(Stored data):
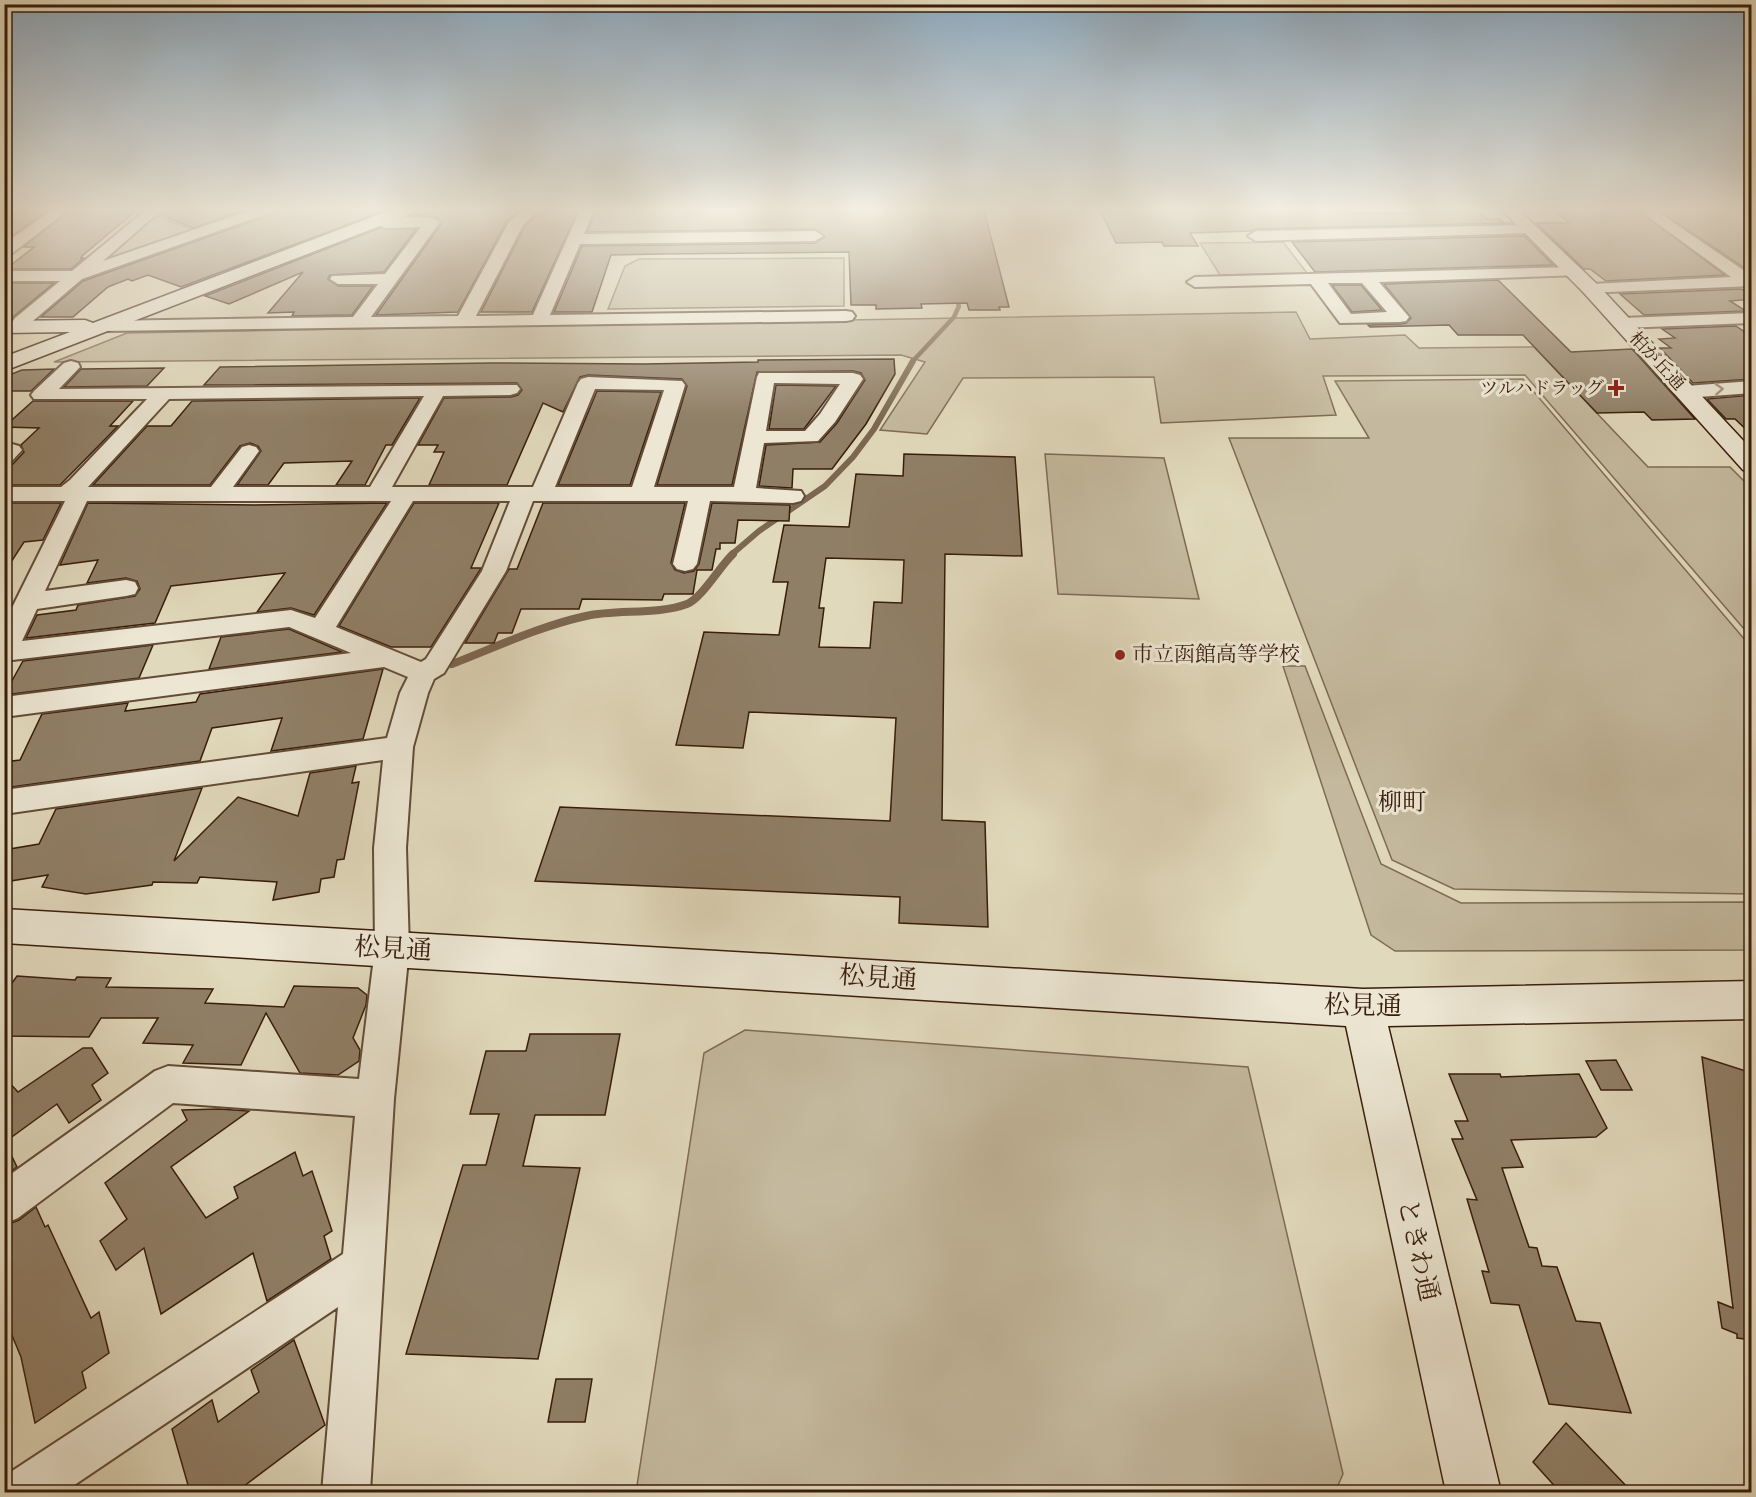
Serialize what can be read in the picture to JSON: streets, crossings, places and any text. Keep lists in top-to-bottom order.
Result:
{
  "streets": {
    "street": ["柏が丘通", "松見通", "ときわ通"]
  },
  "crossings": [
    ["松見通", "ときわ通"]
  ],
  "districts": ["柳町"],
  "places": {
    "health": ["ツルハドラッグ"],
    "other": ["市立函館高等学校"]
  }
}
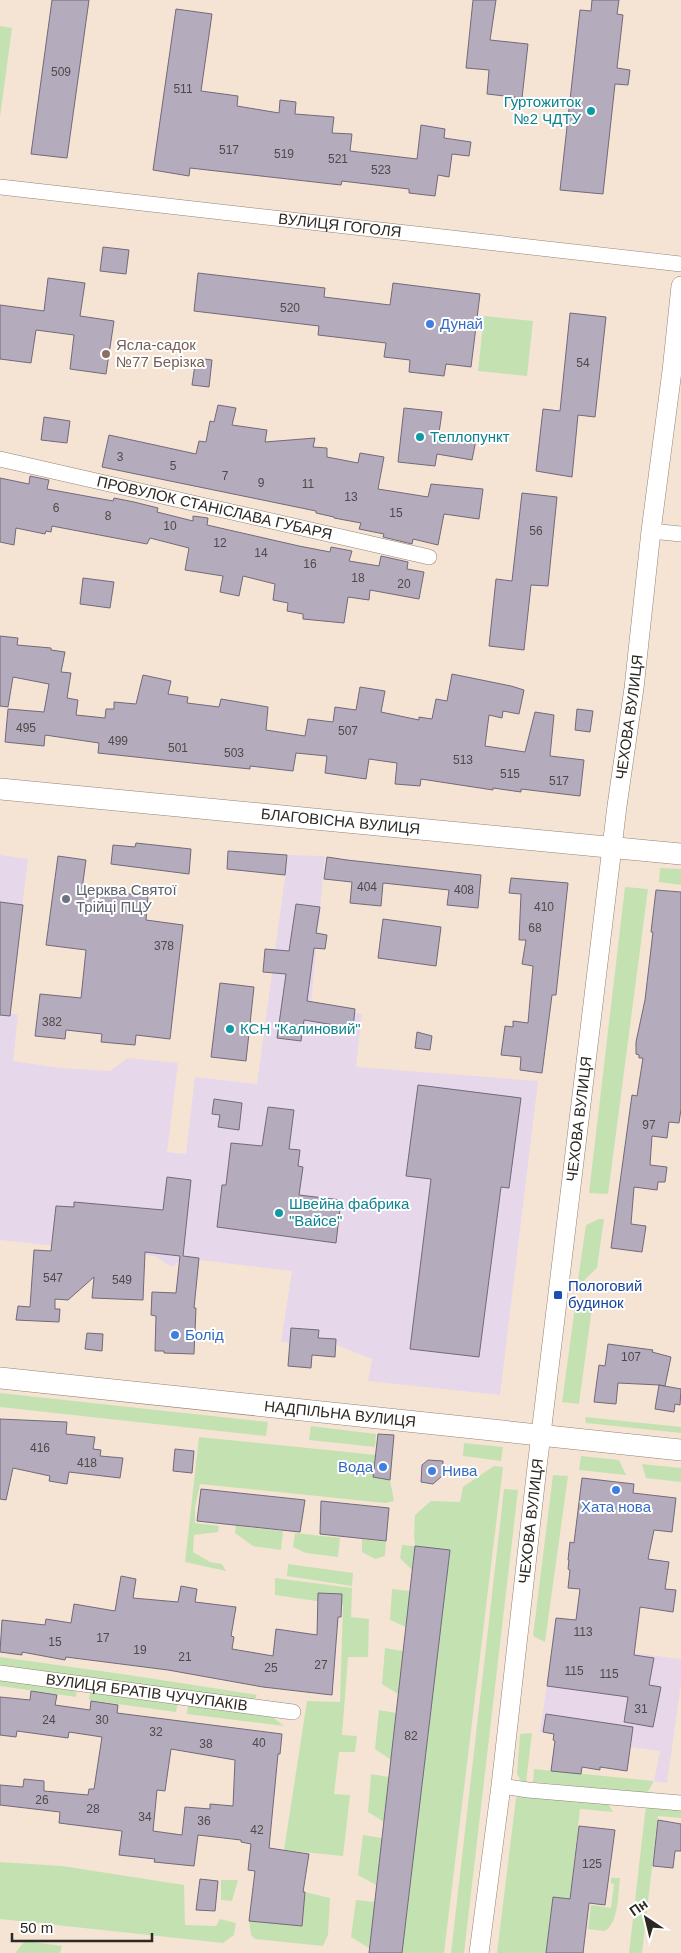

(About this task): Output each line of the records exactly. Any picture is skipped.

(Result of this exercise):
Serialize what can be read in the picture to JSON: streets, crossings, places and any text. Keep lists in top-to-bottom order.
Result:
{
  "streets": {
    "street": ["柏が丘通", "松見通", "ときわ通"]
  },
  "crossings": [
    ["松見通", "ときわ通"]
  ],
  "districts": ["柳町"],
  "places": {
    "health": ["ツルハドラッグ"],
    "other": ["市立函館高等学校"]
  }
}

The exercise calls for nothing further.